7 Responses to “Waiting for Joe, by Sandra Birdsell”

  1. Max Cairnduff Says:

    The mothers thing sounds a little contrived.

    I found the final paragraph in the quote a bit overweighted. As I got to the end of it I felt it was toppling slightly, unbalanced. Do you know what I mean at all?

    One of the things I find interesting about stories set in the West is that once you get there where is there left to flee to? The flight West is interesting, but in some ways for me personally the arrival is perhaps more so. That’s not a criticism of the book though, just a comment on what I’d find a little more intriguing.


  2. KevinfromCanada Says:

    Max: I had a bit of a problem with things like the final para of the quote. While the book is driven by narrative, it periodically swoops off into lyrical language that doesn’t seem to fit.

    I also find arrival more interesting than flight — in fact Hay’s book is about the collection of flee-ers who have ended up at the radio station in Yellowknife and it would be my favorite of those I mentioned.

    As for what happens when you get there, for Wallace Stegner you keep on wandering around. Or write for Hollywood (Fante). Or solve crimes.


  3. Max Cairnduff Says:

    You’ve not blogged the Hay have you? I just checked for it. Will you be writing it up?

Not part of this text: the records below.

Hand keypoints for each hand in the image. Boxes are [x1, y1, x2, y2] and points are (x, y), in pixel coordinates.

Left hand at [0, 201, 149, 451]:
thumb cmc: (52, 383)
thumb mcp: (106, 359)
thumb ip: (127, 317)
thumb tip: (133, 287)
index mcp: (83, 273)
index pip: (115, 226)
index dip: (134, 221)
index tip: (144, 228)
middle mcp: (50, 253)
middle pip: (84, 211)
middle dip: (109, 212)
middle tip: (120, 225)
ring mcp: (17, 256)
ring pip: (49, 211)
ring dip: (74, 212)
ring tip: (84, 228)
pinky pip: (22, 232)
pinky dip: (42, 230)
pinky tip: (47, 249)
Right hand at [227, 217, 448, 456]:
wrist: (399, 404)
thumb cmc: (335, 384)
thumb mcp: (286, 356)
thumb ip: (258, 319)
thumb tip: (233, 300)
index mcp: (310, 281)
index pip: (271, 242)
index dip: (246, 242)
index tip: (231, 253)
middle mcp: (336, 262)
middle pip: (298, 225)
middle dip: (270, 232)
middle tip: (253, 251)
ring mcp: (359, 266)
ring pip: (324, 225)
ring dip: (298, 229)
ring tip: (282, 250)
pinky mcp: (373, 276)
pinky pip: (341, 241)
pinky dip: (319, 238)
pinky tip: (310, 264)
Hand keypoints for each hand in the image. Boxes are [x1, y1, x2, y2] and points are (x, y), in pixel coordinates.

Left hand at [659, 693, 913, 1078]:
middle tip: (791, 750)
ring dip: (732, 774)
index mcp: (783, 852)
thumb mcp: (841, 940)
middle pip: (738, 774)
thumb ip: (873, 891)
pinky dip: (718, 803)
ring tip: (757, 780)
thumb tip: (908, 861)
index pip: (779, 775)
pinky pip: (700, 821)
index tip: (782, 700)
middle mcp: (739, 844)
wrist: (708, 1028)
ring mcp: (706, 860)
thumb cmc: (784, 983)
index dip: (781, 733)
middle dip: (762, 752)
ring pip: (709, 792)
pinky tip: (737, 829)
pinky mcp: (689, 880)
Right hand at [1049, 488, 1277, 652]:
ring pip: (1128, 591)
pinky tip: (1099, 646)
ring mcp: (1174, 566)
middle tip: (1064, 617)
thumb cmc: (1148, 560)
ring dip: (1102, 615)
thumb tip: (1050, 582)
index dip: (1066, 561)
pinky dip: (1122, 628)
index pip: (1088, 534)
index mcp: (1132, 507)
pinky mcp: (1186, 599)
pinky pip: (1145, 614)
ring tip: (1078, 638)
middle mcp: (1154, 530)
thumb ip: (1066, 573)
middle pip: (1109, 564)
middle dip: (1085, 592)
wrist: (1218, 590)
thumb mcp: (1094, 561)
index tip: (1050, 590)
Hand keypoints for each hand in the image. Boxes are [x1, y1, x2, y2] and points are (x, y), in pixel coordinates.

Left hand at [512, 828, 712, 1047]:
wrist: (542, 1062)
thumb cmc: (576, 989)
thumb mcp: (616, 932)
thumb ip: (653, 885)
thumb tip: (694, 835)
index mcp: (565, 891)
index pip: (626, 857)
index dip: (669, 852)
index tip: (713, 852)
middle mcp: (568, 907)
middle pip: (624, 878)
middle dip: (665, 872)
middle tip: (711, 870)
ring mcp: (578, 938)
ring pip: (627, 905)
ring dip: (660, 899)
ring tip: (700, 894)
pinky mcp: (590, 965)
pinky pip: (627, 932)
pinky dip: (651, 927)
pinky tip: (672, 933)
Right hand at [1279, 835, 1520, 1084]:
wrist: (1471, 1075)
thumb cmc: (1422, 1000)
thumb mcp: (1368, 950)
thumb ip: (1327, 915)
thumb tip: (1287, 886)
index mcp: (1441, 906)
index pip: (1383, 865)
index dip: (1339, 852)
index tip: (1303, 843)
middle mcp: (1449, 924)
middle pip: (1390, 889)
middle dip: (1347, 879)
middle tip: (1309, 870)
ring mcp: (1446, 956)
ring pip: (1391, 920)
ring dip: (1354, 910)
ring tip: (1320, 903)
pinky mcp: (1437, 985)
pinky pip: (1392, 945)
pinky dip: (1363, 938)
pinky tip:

    Love the last sentence Kevin, you’re absolutely right.


  4. KevinfromCanada Says:

    Max: Sorry, I read the Hay a couple of years before I started blogging. I don’t have a reread planned — if I come across a good review I’ll let you know.


  5. KevinfromCanada Says:

    Here is a link to the NY Times review of Late Nights on Air — it is consistent with my thoughts, both positive and negative. Actually, reading it reminded me how much better the Hay is than Waiting for Joe.



  6. Max Cairnduff Says:

    Thanks for that Kevin, I’ll take a look.


  7. KevinfromCanada Says:

    Max: I think you would find the Hay interesting — alas, I cannot recommend Birdsell.